Work to complete | Please set out each line below exactly as it stands, without the images.

········

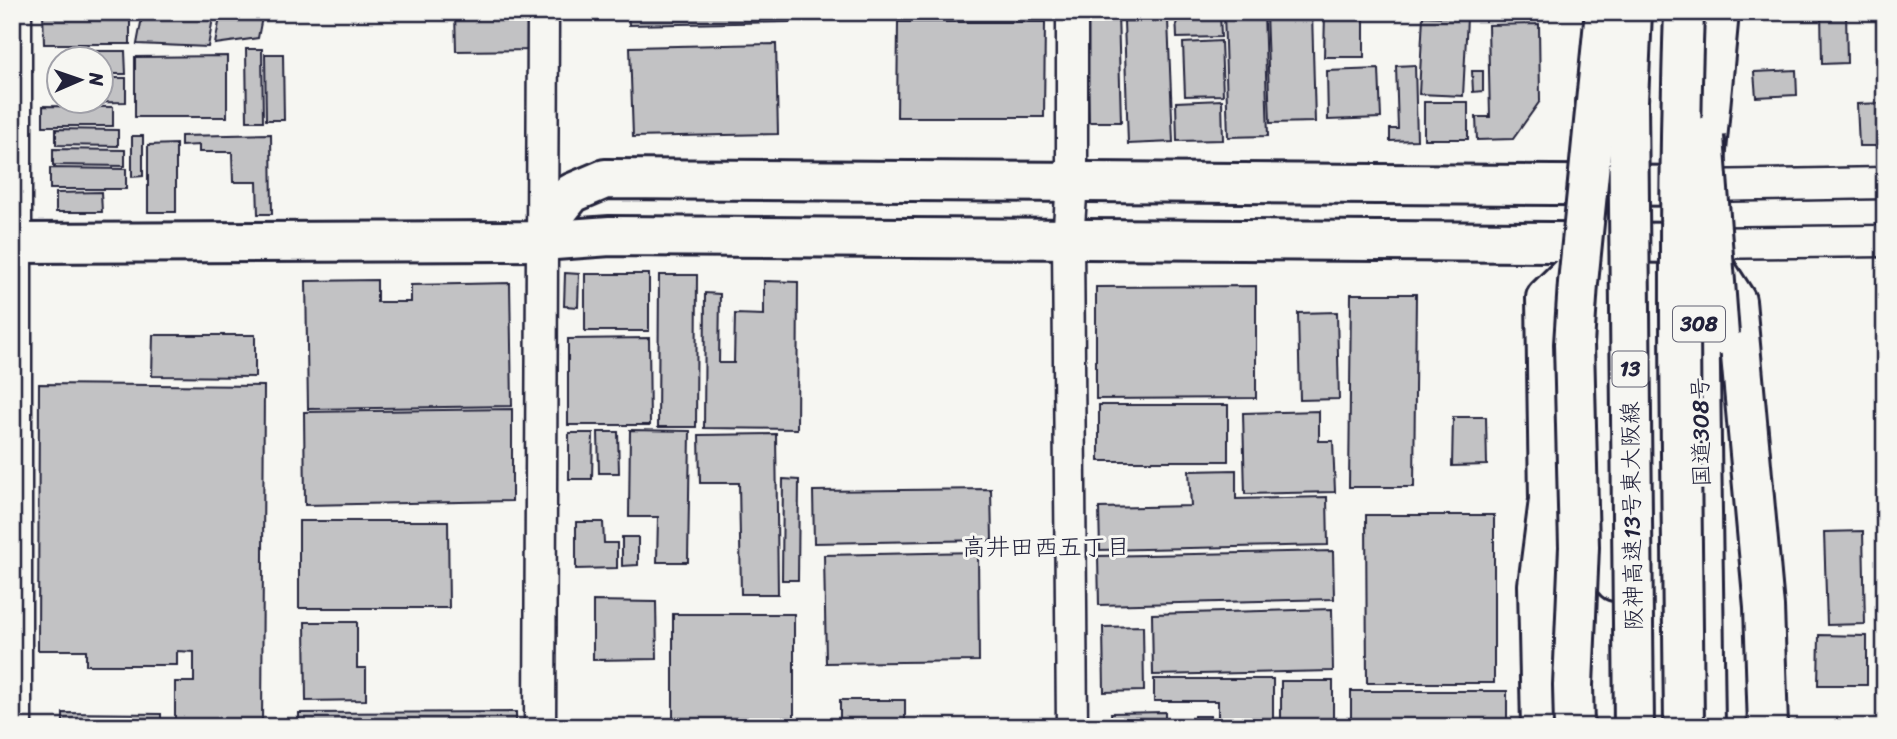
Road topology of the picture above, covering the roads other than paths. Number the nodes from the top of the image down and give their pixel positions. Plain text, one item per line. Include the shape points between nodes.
1 (16, 12) edge
2 (543, 12) edge
3 (1072, 12) edge
4 (1597, 12) edge
5 (1605, 12) edge
6 (1632, 12) edge
7 (1685, 12) edge
8 (1697, 12) edge
9 (1719, 12) edge
10 (1072, 182) junction
11 (1885, 183) edge
12 (1603, 185) junction
13 (1703, 186) junction
14 (1068, 240) junction
15 (541, 241) junction
16 (1885, 241) edge
17 (15, 243) edge
18 (1698, 243) junction
19 (1602, 244) junction
20 (16, 727) edge
21 (540, 727) edge
22 (1072, 727) edge
23 (1541, 727) edge
24 (1574, 727) edge
25 (1620, 727) edge
26 (1634, 727) edge
27 (1684, 727) edge
28 (1705, 727) edge
29 (1746, 727) edge
30 (1768, 727) edge

1 - 17 street
2 - 15 street
3 - 10 street
4 - 12 main road
5 - 24 main road, bridge via 1574,344 1579,547
6 - 26 main road, 阪神高速13号東大阪線 / 13, bridge via 1628,102
7 - 27 main road, 13, bridge via 1680,277
8 - 29 main road, bridge
9 - 13 main road, 国道308号 / 308
10 - 12 main road
10 - 14 street
10 - 15 main road via 606,179 572,193
11 - 13 street
12 - 13 main road
12 - 19 main road
13 - 18 main road, 国道308号 / 308
14 - 15 main road via 610,236
14 - 19 main road
14 - 22 street
15 - 17 main road
15 - 21 street
16 - 18 street
17 - 20 street
18 - 19 main road
18 - 28 main road, 国道308号 / 308
18 - 30 main road via 1736,301 1764,607
19 - 23 main road via 1546,298 1549,500 1538,585
19 - 25 main road

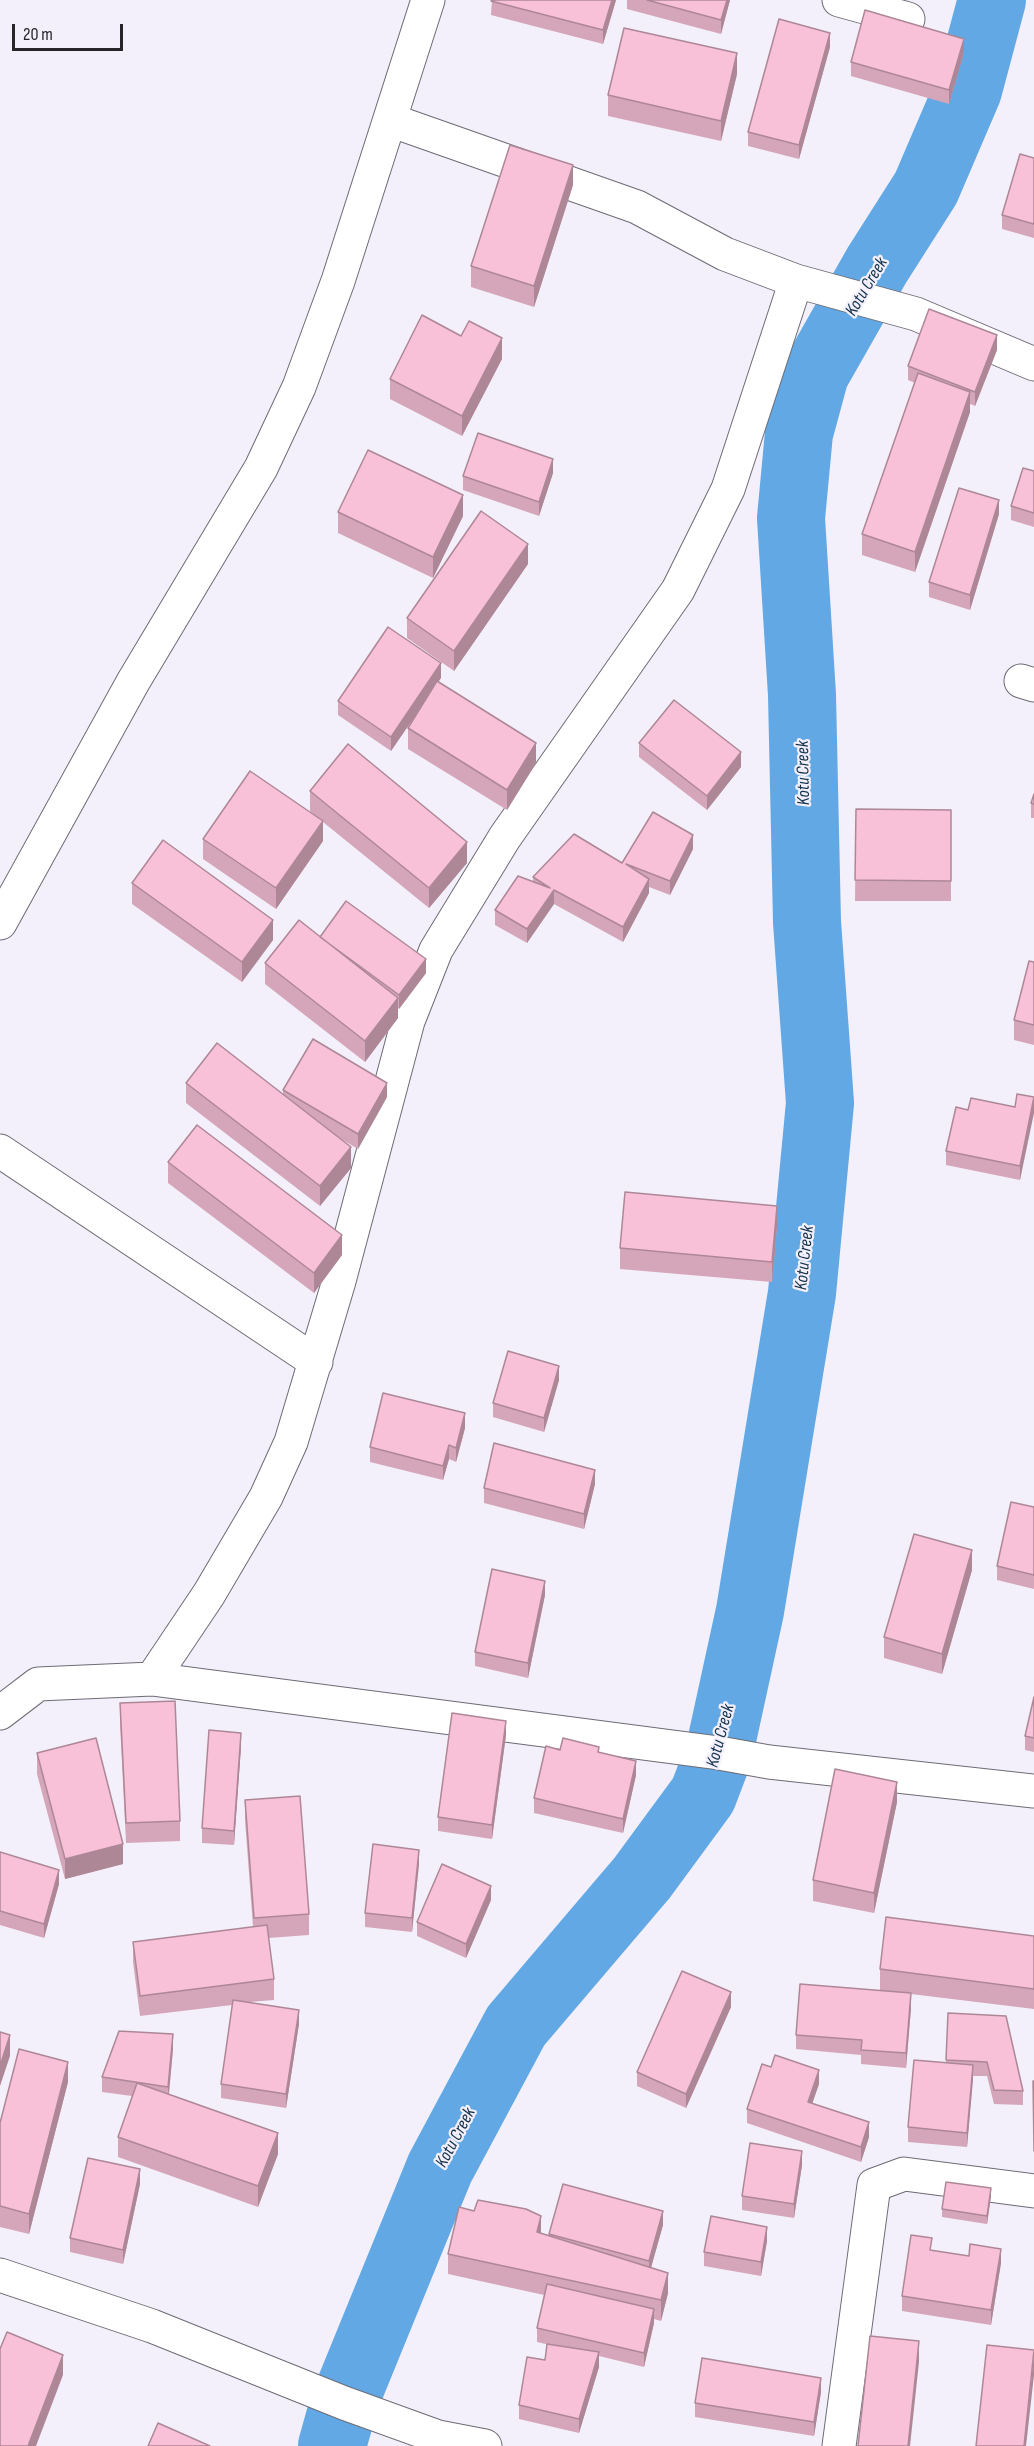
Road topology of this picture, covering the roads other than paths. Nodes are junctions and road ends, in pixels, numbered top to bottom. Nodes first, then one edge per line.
1 (429, 0) edge
2 (839, 0) edge
3 (908, 19) dead end
4 (390, 120) junction
5 (796, 281) junction
6 (1034, 363) edge
7 (0, 923) edge
8 (0, 1151) edge
9 (316, 1362) junction
10 (152, 1679) junction
11 (0, 1713) edge
12 (1034, 1791) edge
13 (1034, 2191) edge
14 (0, 2275) edge
15 (397, 2434) edge
16 (485, 2446) edge
17 (839, 2446) edge

1 - 4 street
2 - 3 street
4 - 5 street
4 - 7 street
5 - 6 street
5 - 9 street
8 - 9 street
9 - 10 street
10 - 11 street
10 - 12 street
13 - 17 street
14 - 15 street
15 - 16 street

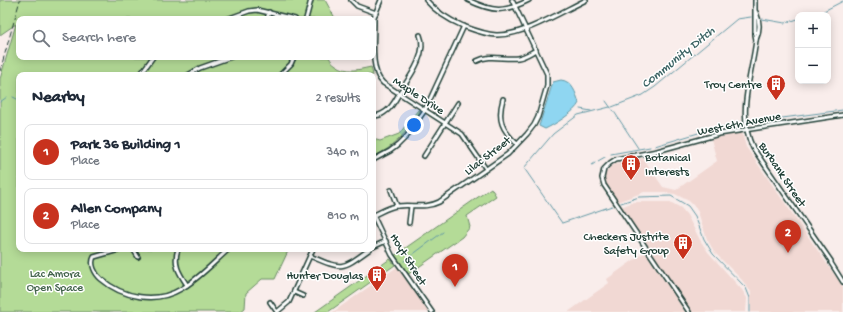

········

Solution |
Road topology of the picture above, covering the roads other than paths. Number the nodes from the top of the image down and give their pixel positions. Plain text, one item per line. Include the shape points between nodes.
1 (16, 12) edge
2 (543, 12) edge
3 (1072, 12) edge
4 (1597, 12) edge
5 (1605, 12) edge
6 (1632, 12) edge
7 (1685, 12) edge
8 (1697, 12) edge
9 (1719, 12) edge
10 (1072, 182) junction
11 (1885, 183) edge
12 (1603, 185) junction
13 (1703, 186) junction
14 (1068, 240) junction
15 (541, 241) junction
16 (1885, 241) edge
17 (15, 243) edge
18 (1698, 243) junction
19 (1602, 244) junction
20 (16, 727) edge
21 (540, 727) edge
22 (1072, 727) edge
23 (1541, 727) edge
24 (1574, 727) edge
25 (1620, 727) edge
26 (1634, 727) edge
27 (1684, 727) edge
28 (1705, 727) edge
29 (1746, 727) edge
30 (1768, 727) edge

1 - 17 street
2 - 15 street
3 - 10 street
4 - 12 main road
5 - 24 main road, bridge via 1574,344 1579,547
6 - 26 main road, 阪神高速13号東大阪線 / 13, bridge via 1628,102
7 - 27 main road, 13, bridge via 1680,277
8 - 29 main road, bridge
9 - 13 main road, 国道308号 / 308
10 - 12 main road
10 - 14 street
10 - 15 main road via 606,179 572,193
11 - 13 street
12 - 13 main road
12 - 19 main road
13 - 18 main road, 国道308号 / 308
14 - 15 main road via 610,236
14 - 19 main road
14 - 22 street
15 - 17 main road
15 - 21 street
16 - 18 street
17 - 20 street
18 - 19 main road
18 - 28 main road, 国道308号 / 308
18 - 30 main road via 1736,301 1764,607
19 - 23 main road via 1546,298 1549,500 1538,585
19 - 25 main road

Road topology of this picture, covering the roads other than paths. Nodes are junctions and road ends, in pixels, numbered top to bottom. Nodes first, then one edge per line.
1 (429, 0) edge
2 (839, 0) edge
3 (908, 19) dead end
4 (390, 120) junction
5 (796, 281) junction
6 (1034, 363) edge
7 (0, 923) edge
8 (0, 1151) edge
9 (316, 1362) junction
10 (152, 1679) junction
11 (0, 1713) edge
12 (1034, 1791) edge
13 (1034, 2191) edge
14 (0, 2275) edge
15 (397, 2434) edge
16 (485, 2446) edge
17 (839, 2446) edge

1 - 4 street
2 - 3 street
4 - 5 street
4 - 7 street
5 - 6 street
5 - 9 street
8 - 9 street
9 - 10 street
10 - 11 street
10 - 12 street
13 - 17 street
14 - 15 street
15 - 16 street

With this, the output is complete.